Here And Now
In the summer of 1990 I worked at Conrad’s Family Restaurant in Glendale, CA. The crew was an interesting Southern California blend of college students, Mexican immigrants, aspiring actresses, and restaurant lifers. Sometimes when I was bored, I’d drift to the front desk and talk to Lonnie, a petite hostess many decades older than I. She wore a lot of makeup, smoked Virginia Slims, and liked telling stories.
She’d been an actress one upon a time, I soon learned. I was impressed that even though she had once graced the silver screen and now asked Amway salesmen how many were in their party, she showed no signs of being disappointed with her life. I asked her if she had liked the movies, and if she had met any interesting people.
“Lots,” she said. “Hollywood’s filled with interesting people. But I’ll never forget meeting F. Scott Fitzgerald.”
I leaned over the front desk to make sure I was hearing correctly. “You met F. Scott Fitzgerald?”
“Oh, yes.”
“The writer? The guy who wrote The Great Gatsby?”
“Yes. I’ll never forget him.”
Of course you wouldn’t forget, I was thinking. He’s Fitzgerald!
“I’ll never forget,” she repeated. “So handsome. The most handsome man I’ve ever met.”
A party of four came in just then and Lonnie showed them to their table. I had more questions for her about Fitzgerald, but I didn’t know how to phrase them. Had she really met him? How can you meet one of America’s great novelist and only remember how handsome he was? I considered testing her, asking about Zelda or some such, but I concluded this would be obnoxious.

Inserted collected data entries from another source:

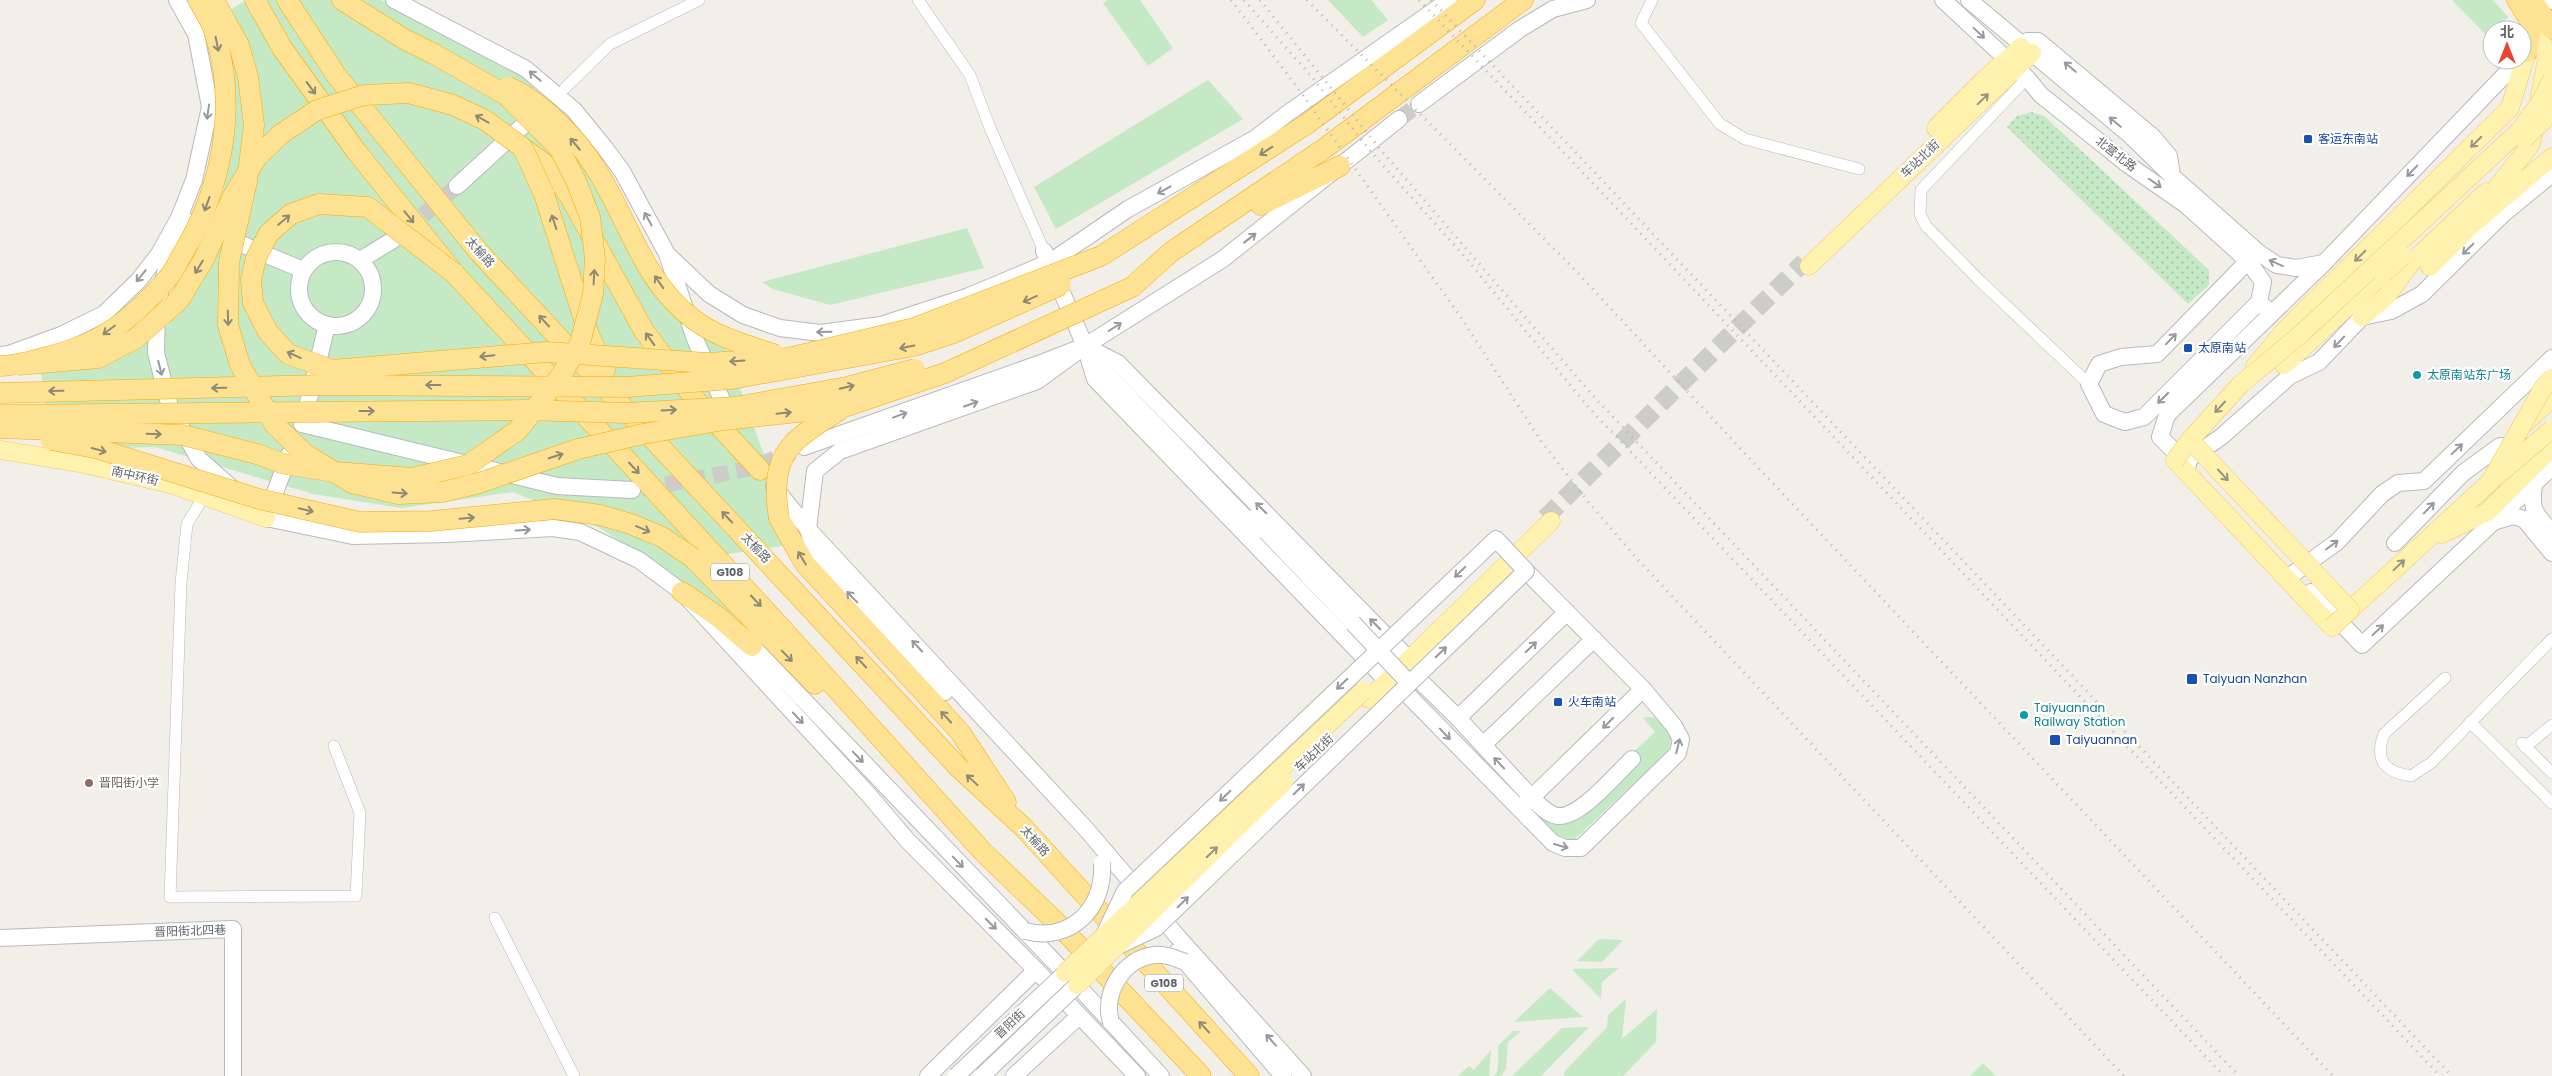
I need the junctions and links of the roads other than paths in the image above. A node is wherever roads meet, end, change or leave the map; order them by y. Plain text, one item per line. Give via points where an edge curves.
1 (177, 0) edge
2 (198, 0) edge
3 (214, 0) edge
4 (255, 0) edge
5 (287, 0) edge
6 (342, 0) edge
7 (394, 0) edge
8 (698, 0) edge
9 (918, 0) edge
10 (1449, 0) edge
11 (1475, 0) edge
12 (1523, 0) edge
13 (1587, 0) edge
14 (1652, 0) edge
15 (1943, 0) edge
16 (1969, 0) edge
17 (2518, 0) edge
18 (2532, 0) edge
19 (2536, 0) edge
20 (2552, 9) edge
21 (2536, 45) edge
22 (2027, 49) junction
23 (454, 65) junction
24 (2016, 68) junction
25 (2058, 74) junction
26 (2552, 79) edge
27 (561, 91) junction
28 (2041, 95) junction
29 (1419, 104) tunnel mouth
30 (2552, 105) edge
31 (1399, 119) tunnel mouth
32 (1252, 140) junction
33 (523, 148) junction
34 (2552, 157) edge
35 (1340, 166) junction
36 (1859, 169) dead end
37 (2518, 174) junction
38 (2552, 174) edge
39 (2172, 176) junction
40 (457, 186) tunnel mouth
41 (2502, 215) junction
42 (179, 218) junction
43 (2474, 223) junction
44 (393, 240) tunnel mouth
45 (1171, 252) junction
46 (668, 254) junction
47 (1101, 256) junction
48 (1047, 257) junction
49 (360, 260) junction
50 (2248, 261) junction
51 (2324, 263) junction
52 (1807, 264) tunnel mouth
53 (2430, 267) dead end
54 (304, 270) junction
55 (454, 273) junction
56 (2383, 274) junction
57 (2265, 307) junction
58 (2362, 317) junction
59 (327, 326) junction
60 (1085, 346) junction
61 (0, 355) edge
62 (788, 358) junction
63 (2552, 358) edge
64 (9, 365) edge
65 (2284, 365) dead end
66 (2552, 378) edge
67 (2089, 384) junction
68 (2240, 385) junction
69 (0, 393) edge
70 (2552, 398) edge
71 (618, 399) junction
72 (844, 407) junction
73 (0, 415) edge
74 (302, 424) junction
75 (0, 429) edge
76 (2552, 429) edge
77 (2190, 440) junction
78 (2500, 446) junction
79 (2552, 446) edge
80 (804, 447) tunnel mouth
81 (0, 450) edge
82 (2185, 462) junction
83 (2552, 467) edge
84 (760, 470) junction
85 (2490, 482) junction
86 (2534, 485) junction
87 (632, 490) tunnel mouth
88 (204, 496) junction
89 (266, 518) junction
90 (1548, 519) tunnel mouth
91 (2496, 521) junction
92 (808, 529) junction
93 (2552, 532) edge
94 (2395, 543) dead end
95 (2421, 545) junction
96 (2552, 553) edge
97 (2293, 574) junction
98 (1530, 575) junction
99 (682, 592) junction
100 (2350, 610) junction
101 (1567, 612) junction
102 (1594, 639) junction
103 (2552, 639) edge
104 (752, 646) joint
105 (1377, 652) junction
106 (1404, 677) junction
107 (2445, 678) dead end
108 (1643, 689) junction
109 (1458, 718) junction
110 (2470, 722) junction
111 (2552, 725) edge
112 (1483, 745) junction
113 (334, 746) dead end
114 (1632, 759) dead end
115 (2552, 773) edge
116 (1532, 798) junction
117 (2552, 803) edge
118 (1519, 810) junction
119 (1024, 828) junction
120 (983, 852) junction
121 (1102, 863) junction
122 (1125, 891) junction
123 (1146, 916) junction
124 (495, 918) dead end
125 (1025, 931) junction
126 (0, 938) edge
127 (1108, 942) junction
128 (1185, 962) junction
129 (1036, 970) junction
130 (1071, 979) junction
131 (1079, 1016) junction
132 (1112, 1022) junction
133 (233, 1076) edge
134 (574, 1076) edge
135 (928, 1076) edge
136 (956, 1076) edge
137 (982, 1076) edge
138 (1014, 1076) edge
139 (1136, 1076) edge
140 (1161, 1076) edge
141 (1201, 1076) edge
142 (1249, 1076) edge
143 (1283, 1076) edge
144 (1303, 1076) edge

1 -> 42 main road via 196,34 210,107 194,180
2 -> 64 highway, bridge via 215,33 226,88 223,147 212,189 188,244 168,278 128,316 98,338
3 -> 72 highway, bridge via 240,45 254,125 247,181 229,262 228,325 240,365 274,424 305,454 352,483 398,494 443,492 578,449 643,434 724,420
4 -> 55 highway, G108 via 282,48 350,143
71 -> 5 highway, 太榆路 / G108 via 478,251 336,75
6 - 23 highway, bridge via 404,39
27 -> 7 main road via 526,68
8 - 27 street via 610,44
9 - 48 street via 970,74 990,128
10 - 32 main road
11 -> 47 highway via 1307,124
12 - 45 highway via 1339,138
13 - 29 main road via 1553,9 1520,28
14 - 36 street via 1641,23 1720,124 1745,139
15 -> 24 main road, 北营北路
16 - 22 main road, 北营北路
17 - 21 highway via 2531,22 2531,41
18 - 21 highway
19 - 20 highway
21 - 37 main road via 2547,58 2531,144
21 -> 51 main road
21 -> 68 main road, bridge via 2510,108 2286,329
22 - 24 main road, 车站北街
22 - 25 main road, 北营北路
39 -> 22 main road via 2169,156 2153,137 2038,41 2028,41
62 -> 23 highway, bridge via 722,337 692,318 660,285 628,233 596,168 554,118 520,92
75 -> 23 highway, bridge via 183,435 284,464 412,478 468,465 518,430 562,374 580,343 594,294 595,258 590,217 559,148 506,95
24 - 28 main road, 北营北路
24 - 52 main road, 车站北街
24 - 67 street via 1921,190 1920,214 1926,226 1979,280
25 - 28 main road via 2044,71 2036,76
39 -> 25 main road, 北营北路 via 2130,135
26 - 68 main road, bridge via 2541,101 2519,131 2302,333
27 - 40 main road
46 -> 27 main road via 622,171
28 -> 50 main road, 北营北路 via 2127,164 2186,205
30 - 56 main road, bridge via 2544,120
31 - 35 main road
32 - 47 main road
32 -> 48 main road
33 -> 64 highway, bridge via 485,120 453,105 409,93 364,95 317,110 281,134 258,157 233,196 203,261 179,300 135,339 98,358
71 -> 33 highway, bridge via 590,336 544,194
84 -> 33 highway via 698,403 644,331 570,197 550,168
34 - 37 main road
35 - 45 highway
60 -> 35 main road via 1223,259
37 - 43 main road
37 - 58 main road via 2410,264 2387,296
38 - 41 main road
51 -> 39 main road, 北营北路 via 2296,268 2277,265
41 - 43 main road
41 -> 58 main road via 2422,294 2392,311
42 - 54 main road
42 -> 61 main road via 159,254 104,314 61,335
42 -> 89 main road via 157,305 156,353 170,407 199,459
43 - 53 main road
44 - 49 main road
45 - 72 highway, bridge via 1132,287 945,373
73 -> 45 highway, bridge via 526,410 627,413 735,407 847,388 960,356 1075,304
48 -> 46 main road via 969,296 882,325 820,332 780,328 743,315 709,294
46 - 84 main road via 695,339 739,437
47 - 62 highway, bridge via 914,328
47 -> 69 highway, bridge via 1060,286 922,344 732,379 627,387 329,385
48 - 60 main road
49 - 54 main road via 336,252 323,254
49 - 59 main road via 372,282 369,306 352,323
50 - 57 main road, 北营北路 via 2262,282
67 -> 50 main road via 2099,364 2157,354
51 - 57 main road
54 - 59 main road via 298,292 301,304 312,317
62 -> 55 highway, bridge via 708,363 547,352 332,370 288,354 268,332 253,303 250,280 256,258 269,233 291,214 320,204 368,207
55 -> 120 highway, G108
56 - 58 main road
56 - 65 main road
57 -> 67 main road via 2144,417 2125,422 2104,414
57 - 82 main road via 2167,415 2160,437
58 -> 82 main road via 2319,362 2290,376 2221,437
59 - 74 main road
80 -> 60 main road
92 -> 60 main road via 815,471 840,451 1037,381
60 - 105 main road, bridge via 1105,372 1159,424
106 -> 60 main road via 1118,363
60 - 106 main road via 1095,379
97 -> 63 main road via 2337,542 2382,494 2398,483 2424,481
66 - 85 main road, bridge
68 -> 77 main road, bridge
70 - 78 main road, bridge
119 -> 71 highway, 太榆路 / G108 via 959,768
119 -> 72 highway, bridge via 960,732 805,564 779,518 776,500 778,473 790,446
74 - 87 main road via 557,486
74 - 89 main road
75 -> 120 highway, bridge via 94,448 259,499 360,522 432,521 555,509 600,515 662,537 693,558 860,733
76 - 85 main road, bridge
77 -> 100 main road, bridge
77 - 100 main road, bridge via 2175,460 2332,627
78 - 79 main road
94 -> 78 main road via 2463,473
79 - 95 main road via 2487,512
81 - 88 main road, 南中环街 via 80,463 174,485
82 - 97 main road
83 - 86 main road
84 - 92 main road
85 - 95 main road
86 - 91 main road
86 - 93 main road via 2531,502 2535,515
88 - 89 main road, 南中环街
88 - 113 street via 187,524 181,583 170,897 356,896 360,813
89 -> 99 main road via 352,536 553,528 580,532 639,560
90 - 106 main road
91 - 96 main road via 2514,516 2524,519
97 -> 91 main road via 2362,645
121 -> 92 main road via 1022,768 830,574 814,551
144 -> 92 main road via 1176,936 1086,829
100 -> 95 main road
98 - 101 main road
98 -> 105 main road, bridge via 1496,539
106 -> 98 main road, bridge
99 - 104 highway
99 -> 129 main road via 907,840
101 - 102 main road
109 -> 101 main road
102 - 108 main road
102 - 112 main road
103 - 110 street
104 -> 125 main road
105 - 106 main road, bridge
105 -> 122 main road, bridge
106 - 109 main road
106 -> 118 main road
123 -> 106 main road, bridge
106 - 123 main road, bridge via 1366,694
107 - 110 street via 2384,734 2379,746 2381,759 2395,774 2412,776 2431,763
108 -> 116 main road
118 -> 108 main road via 1553,843 1565,848 1581,848 1678,753 1679,733
109 - 112 main road
110 - 117 street
111 - 115 street via 2524,745
116 -> 112 main road
114 - 116 main road via 1580,809 1569,815 1557,816
116 - 118 main road
142 -> 119 highway, 太榆路 / G108
120 - 141 highway, G108 via 1056,922
121 - 122 main road
121 - 125 main road, bridge via 1103,882 1088,914 1055,933 1038,935
122 - 123 main road
122 - 127 main road, bridge
123 - 127 main road, bridge
123 - 127 main road, bridge
123 - 128 main road
124 - 134 street
125 - 130 main road
126 - 133 main road, 晋阳街北四巷 via 233,929
127 - 130 main road, bridge
128 - 132 main road, bridge via 1168,955 1152,955 1132,964 1111,990 1108,1012
128 - 143 main road
129 - 131 main road
129 - 135 main road
130 - 132 main road
130 - 136 main road, 晋阳街, bridge
130 - 137 main road, 晋阳街, bridge
131 - 138 main road
131 - 139 main road
132 - 140 main road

I would later learn that Fitzgerald’s time in Hollywood, which came toward the end of his life, was not his easiest, and that the year he died Gatsby sold a total of seven copies, five of which he’d purchased to give as gifts. He considered that novel his best work, but had been unhappy that it wasn’t a commercial success. It haunted me a little the way it ended for him, as if writing Gatsby could have inoculated him against any disappointment. Maybe, I wondered, if someone could have given him a crystal ball with which to show the near future where Gatsby would be studied in English and Creative Writing throughout the land he’d have been satisfied.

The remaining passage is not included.